John Calipari loses his top seven scorers from last season, led by the elite backcourt of Fox and Monk. Fox established himself as a terrific two-way point guard and Monk was perhaps the most dangerous scorer in the country when he got going. Kentucky brings in more than enough talent to fill in the gaps, but there are questions. Point guard probably will go to incoming five-star recruit Quade Green, whose floor game improved considerably as his high school career progressed. He has terrific vision and changes speeds effectively. Canada native Shai Gilgeous-Alexander is earning preseason hype due to his ability to play on or off the ball. He has very good size and can score in a variety of ways. Most are expecting Hamidou Diallo to shoulder much of the offensive load after sitting out the second semester in Lexington last season. Diallo is an explosive athlete who makes plays in transition. The biggest question for Kentucky heading into the season will be shooting and spacing; who will replace Monk's perimeter prowess?

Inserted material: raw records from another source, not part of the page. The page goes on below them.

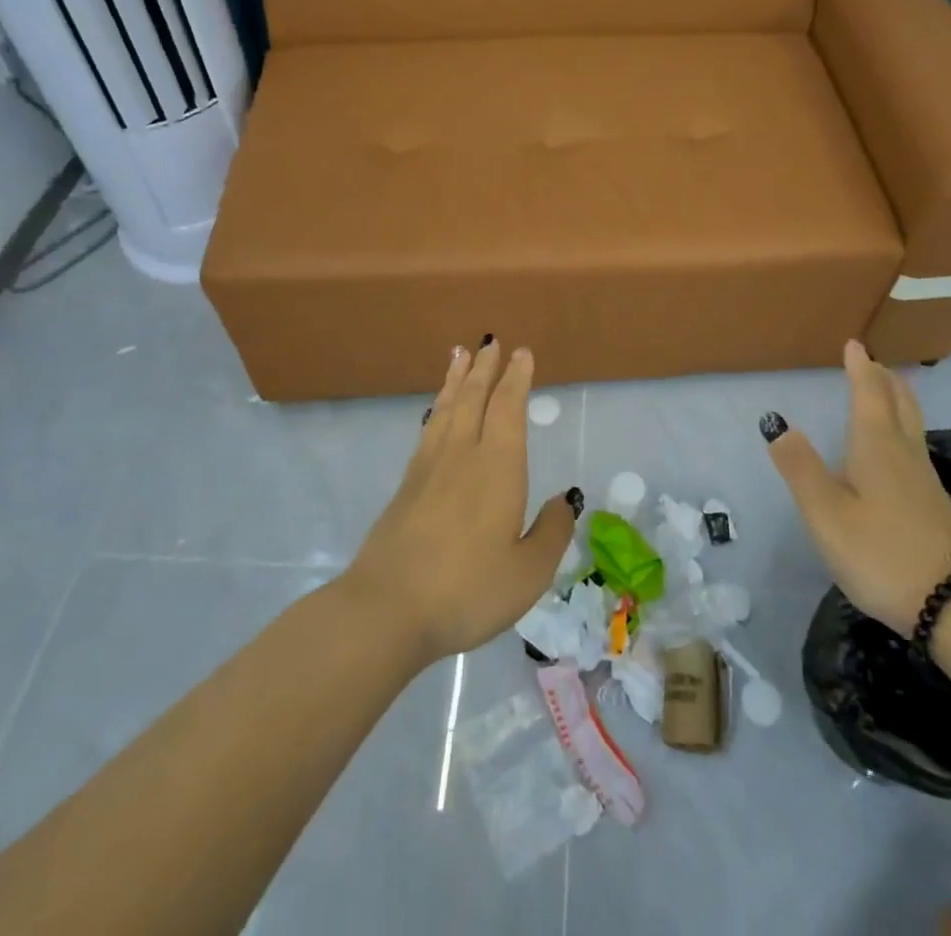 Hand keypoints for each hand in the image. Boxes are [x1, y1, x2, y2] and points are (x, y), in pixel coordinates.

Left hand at [343, 340, 575, 664]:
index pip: (508, 409)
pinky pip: (427, 430)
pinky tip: (436, 411)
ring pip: (446, 409)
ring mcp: (428, 468)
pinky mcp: (406, 486)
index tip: (521, 353)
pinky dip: (436, 409)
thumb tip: (565, 500)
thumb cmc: (467, 590)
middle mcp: (462, 455)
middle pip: (473, 398)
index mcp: (498, 467)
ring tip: (460, 355)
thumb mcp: (528, 573)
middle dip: (485, 368)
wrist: (386, 610)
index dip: (516, 379)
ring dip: (456, 379)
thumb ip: (551, 533)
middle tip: (491, 342)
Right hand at [766, 339, 950, 632]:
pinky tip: (897, 450)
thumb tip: (777, 423)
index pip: (869, 394)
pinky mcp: (934, 505)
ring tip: (886, 392)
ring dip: (897, 400)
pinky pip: (915, 447)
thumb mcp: (826, 513)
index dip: (860, 368)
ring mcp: (925, 480)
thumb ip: (800, 468)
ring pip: (912, 425)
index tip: (855, 344)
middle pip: (900, 403)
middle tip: (872, 362)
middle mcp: (905, 454)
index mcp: (877, 447)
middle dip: (884, 379)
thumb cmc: (880, 553)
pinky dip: (903, 428) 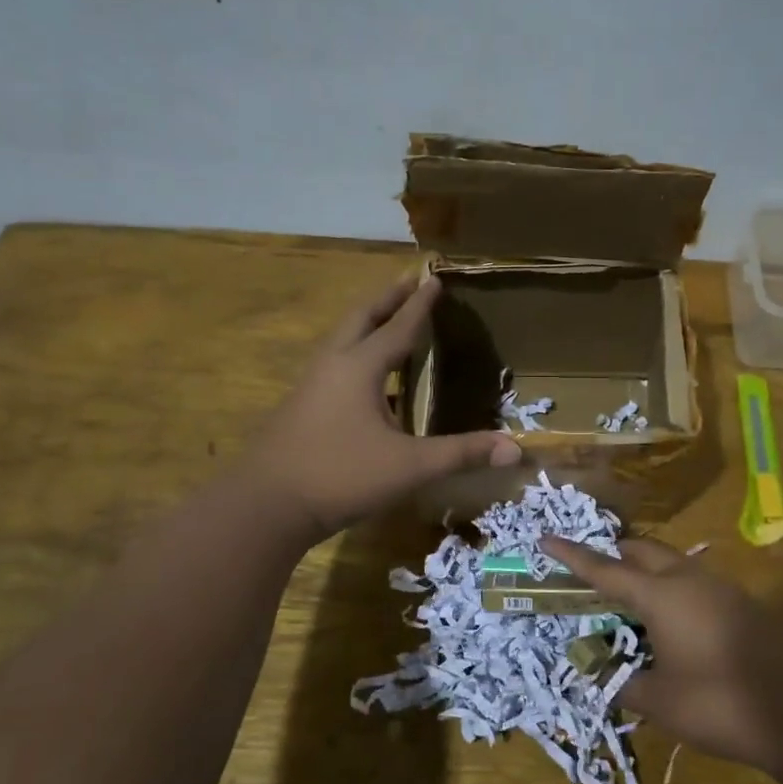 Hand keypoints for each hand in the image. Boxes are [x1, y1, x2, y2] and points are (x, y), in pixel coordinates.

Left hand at [245, 276, 519, 541]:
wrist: (266, 505)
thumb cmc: (341, 475)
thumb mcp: (410, 466)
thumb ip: (461, 454)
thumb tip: (516, 449)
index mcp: (359, 368)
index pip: (398, 327)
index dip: (420, 304)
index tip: (433, 277)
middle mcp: (332, 366)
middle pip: (360, 319)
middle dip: (386, 299)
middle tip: (407, 282)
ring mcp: (310, 387)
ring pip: (341, 342)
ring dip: (366, 325)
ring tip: (387, 322)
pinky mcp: (300, 409)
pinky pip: (333, 368)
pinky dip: (355, 357)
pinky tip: (367, 384)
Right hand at [540, 536, 782, 780]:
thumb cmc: (719, 704)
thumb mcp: (659, 701)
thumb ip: (622, 682)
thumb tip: (600, 674)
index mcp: (661, 595)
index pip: (605, 569)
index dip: (572, 555)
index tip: (546, 538)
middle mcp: (690, 580)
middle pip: (643, 551)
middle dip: (614, 556)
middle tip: (592, 576)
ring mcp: (721, 589)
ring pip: (673, 563)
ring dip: (646, 571)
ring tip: (629, 602)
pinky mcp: (744, 605)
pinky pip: (695, 582)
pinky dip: (672, 589)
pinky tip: (672, 624) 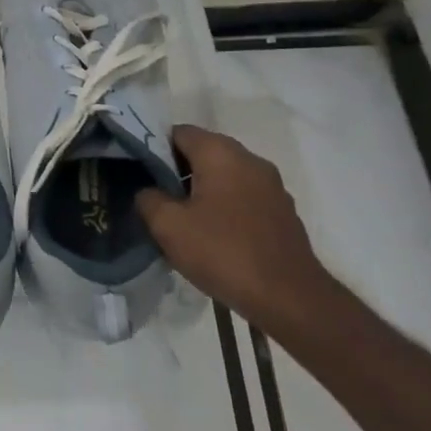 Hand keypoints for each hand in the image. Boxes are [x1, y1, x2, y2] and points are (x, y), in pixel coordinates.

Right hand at [135, 125, 327, 322]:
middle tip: (157, 198)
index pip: (178, 132)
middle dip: (178, 170)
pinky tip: (214, 235)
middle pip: (203, 151)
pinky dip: (226, 206)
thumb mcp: (168, 226)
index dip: (155, 148)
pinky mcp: (283, 211)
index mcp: (221, 153)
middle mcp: (250, 159)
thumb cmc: (223, 252)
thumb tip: (149, 192)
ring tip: (183, 219)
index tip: (140, 173)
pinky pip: (244, 196)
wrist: (289, 298)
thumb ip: (148, 199)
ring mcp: (272, 185)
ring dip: (202, 189)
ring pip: (225, 175) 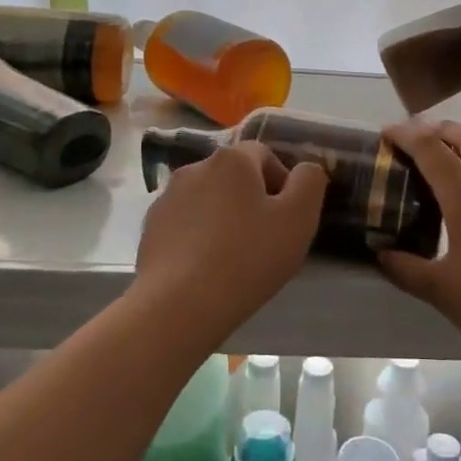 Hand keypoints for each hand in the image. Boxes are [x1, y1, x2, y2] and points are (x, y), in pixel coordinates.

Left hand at [136, 142, 327, 328]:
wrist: (179, 304)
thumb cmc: (247, 258)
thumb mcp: (298, 219)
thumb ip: (310, 183)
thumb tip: (306, 169)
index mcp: (231, 159)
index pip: (265, 155)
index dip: (282, 184)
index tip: (288, 220)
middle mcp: (195, 167)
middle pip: (234, 177)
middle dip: (252, 200)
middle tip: (265, 240)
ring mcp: (167, 198)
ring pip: (208, 200)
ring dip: (223, 218)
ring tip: (234, 258)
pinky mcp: (150, 228)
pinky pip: (185, 224)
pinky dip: (198, 237)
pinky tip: (206, 269) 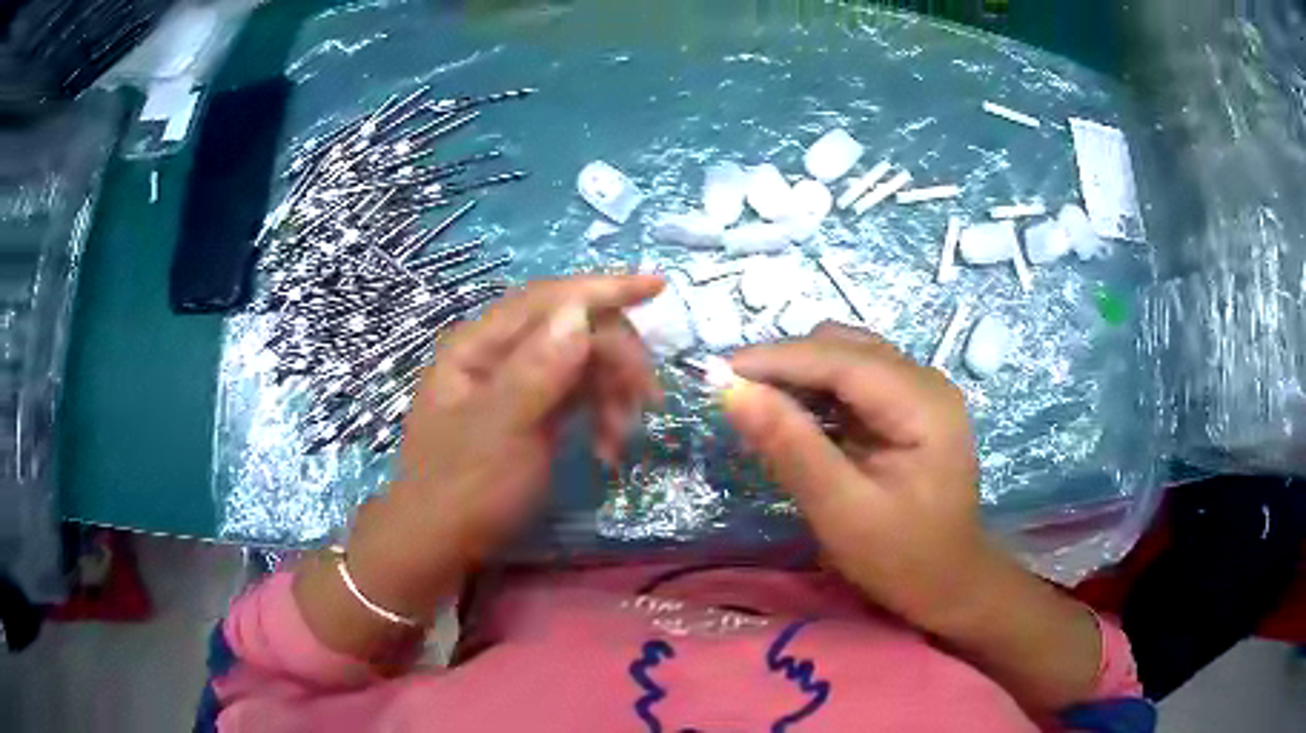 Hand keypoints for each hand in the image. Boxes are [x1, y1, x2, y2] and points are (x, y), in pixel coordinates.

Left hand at [344, 275, 663, 619]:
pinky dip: (600, 415)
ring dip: (612, 393)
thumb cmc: (465, 488)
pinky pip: (578, 395)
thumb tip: (580, 314)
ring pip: (581, 363)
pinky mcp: (532, 410)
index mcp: (479, 346)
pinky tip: (607, 448)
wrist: (442, 544)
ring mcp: (516, 383)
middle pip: (572, 329)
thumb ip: (538, 371)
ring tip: (621, 438)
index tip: (659, 286)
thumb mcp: (501, 431)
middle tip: (648, 398)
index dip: (604, 289)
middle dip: (615, 357)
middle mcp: (498, 354)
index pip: (548, 300)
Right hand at [722, 322, 986, 629]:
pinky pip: (852, 383)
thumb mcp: (841, 511)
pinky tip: (793, 422)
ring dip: (799, 377)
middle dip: (785, 366)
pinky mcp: (907, 408)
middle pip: (843, 348)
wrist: (948, 584)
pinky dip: (817, 395)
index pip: (840, 358)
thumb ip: (790, 447)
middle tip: (734, 398)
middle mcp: (925, 381)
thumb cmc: (901, 557)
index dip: (775, 359)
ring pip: (845, 358)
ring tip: (758, 409)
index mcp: (922, 402)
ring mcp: (919, 392)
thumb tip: (731, 391)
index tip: (715, 372)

Purdue brings back four starters and five of its top six from a 27-win team -- yet the Boilermakers are just a borderline top-25 team heading into the season. The reason? That one player gone was the best big man in college basketball a year ago. Swanigan was a threat to go for 20 points and 10 rebounds every night, while also dishing out assists and making nearly 45 percent of his 3-point attempts. Fortunately for Matt Painter, he has a proven 7-footer ready to take on a bigger role. Isaac Haas, a 7-foot-2 center, has been productive and efficient in his minutes the past three seasons. As a senior, though, Haas will need to become a go-to weapon on the interior -- for more than 20 minutes per game. Haas averaged 19.5 minutes last season and hit the 20-minute mark just three times in Purdue's final 16 games. It wasn't always easy to play Haas and Swanigan together, but now's the chance for Haas to prove himself. His per/40 numbers are around 25 points and 10 rebounds; no one is expecting that, but a consistent campaign from Haas will go a long way toward keeping the Boilermakers in the top 25.

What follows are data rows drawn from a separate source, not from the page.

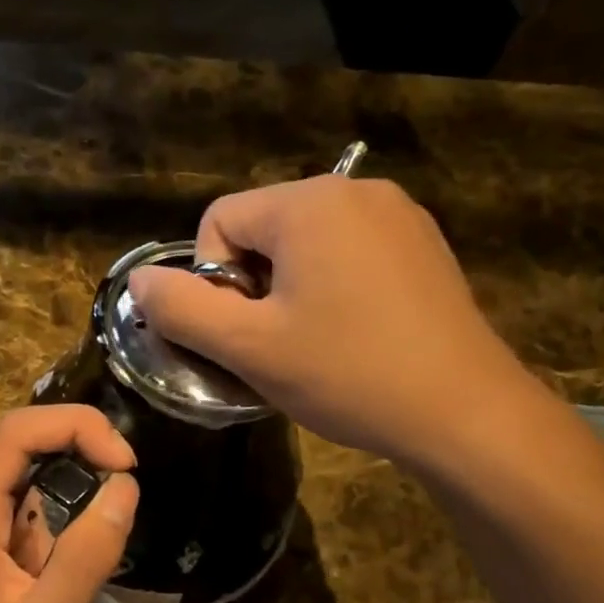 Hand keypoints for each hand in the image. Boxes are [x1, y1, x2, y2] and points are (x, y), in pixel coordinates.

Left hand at [0, 406, 138, 602]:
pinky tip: (54, 572)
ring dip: (63, 503)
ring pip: (19, 483)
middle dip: (77, 460)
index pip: (18, 430)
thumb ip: (89, 551)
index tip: (125, 463)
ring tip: (80, 559)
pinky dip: (47, 526)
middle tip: (121, 494)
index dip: (78, 427)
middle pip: (18, 448)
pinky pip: (12, 514)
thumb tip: (126, 487)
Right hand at [126, 175, 536, 471]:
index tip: (244, 332)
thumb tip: (139, 281)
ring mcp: (399, 216)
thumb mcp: (248, 347)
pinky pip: (350, 255)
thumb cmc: (348, 374)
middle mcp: (356, 191)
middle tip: (278, 345)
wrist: (464, 412)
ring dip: (290, 292)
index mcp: (310, 202)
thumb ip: (181, 309)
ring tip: (316, 345)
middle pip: (263, 229)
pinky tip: (355, 336)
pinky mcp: (423, 246)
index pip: (219, 220)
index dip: (213, 282)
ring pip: (306, 246)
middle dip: (253, 286)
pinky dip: (333, 290) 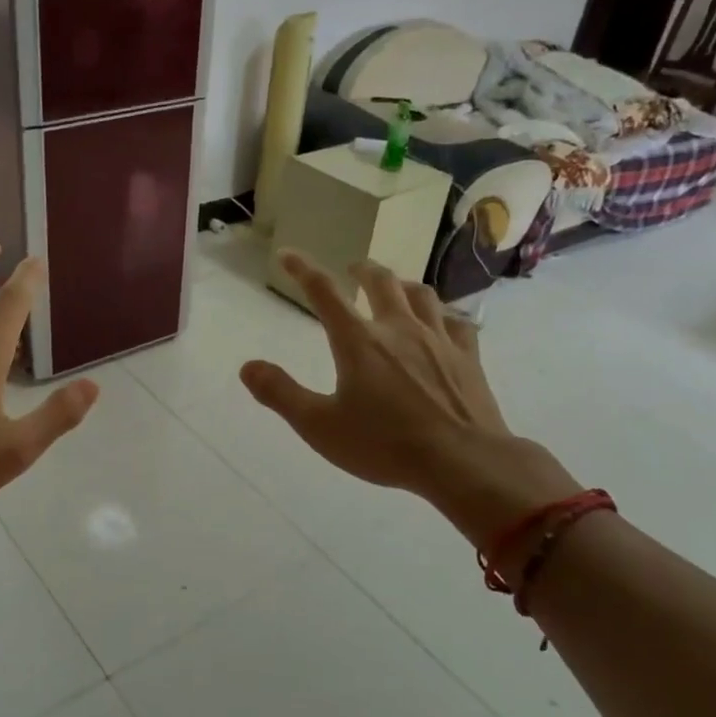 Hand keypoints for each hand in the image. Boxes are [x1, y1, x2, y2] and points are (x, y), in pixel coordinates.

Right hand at [240, 251, 579, 543]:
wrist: (462, 461)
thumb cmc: (384, 445)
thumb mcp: (319, 426)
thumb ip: (280, 393)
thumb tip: (247, 367)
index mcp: (358, 341)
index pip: (323, 292)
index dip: (302, 269)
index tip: (287, 255)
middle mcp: (398, 328)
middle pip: (381, 281)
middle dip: (362, 269)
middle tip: (353, 268)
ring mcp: (438, 339)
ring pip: (421, 295)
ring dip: (403, 285)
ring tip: (396, 288)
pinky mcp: (468, 357)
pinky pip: (457, 322)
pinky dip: (444, 315)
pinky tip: (443, 322)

Seven of Duke's top eight players from last season have moved on -- yet the Blue Devils are the favorite to open the 2017-18 campaign as the No. 1 team in the country. There's an elite recruiting class entering the fold, along with the return of Grayson Allen. There won't be a lack of scoring in the Blue Devils' lineup, but Mike Krzyzewski will have to figure out his perimeter group, primarily the point guard position, early in the season. Allen and Kennard were the top assist-makers on last season's team, but Krzyzewski will prefer to have Allen to stay off the ball this season. That means incoming freshman Trevon Duval, the No. 1 point guard in the 2017 class, will have to run the offense. He's an elite playmaker with the ball in his hands but has to show he can get all the other scorers involved and make good decisions in the half-court. That would enable Allen, who averaged 21.6 points in 2015-16, to focus on scoring. Throw in volume scorer Gary Trent Jr., another incoming five-star prospect, and Duke will have a potent perimeter group. It starts with Duval, though. Replacing the scoring of Kennard and Tatum will be the easy part.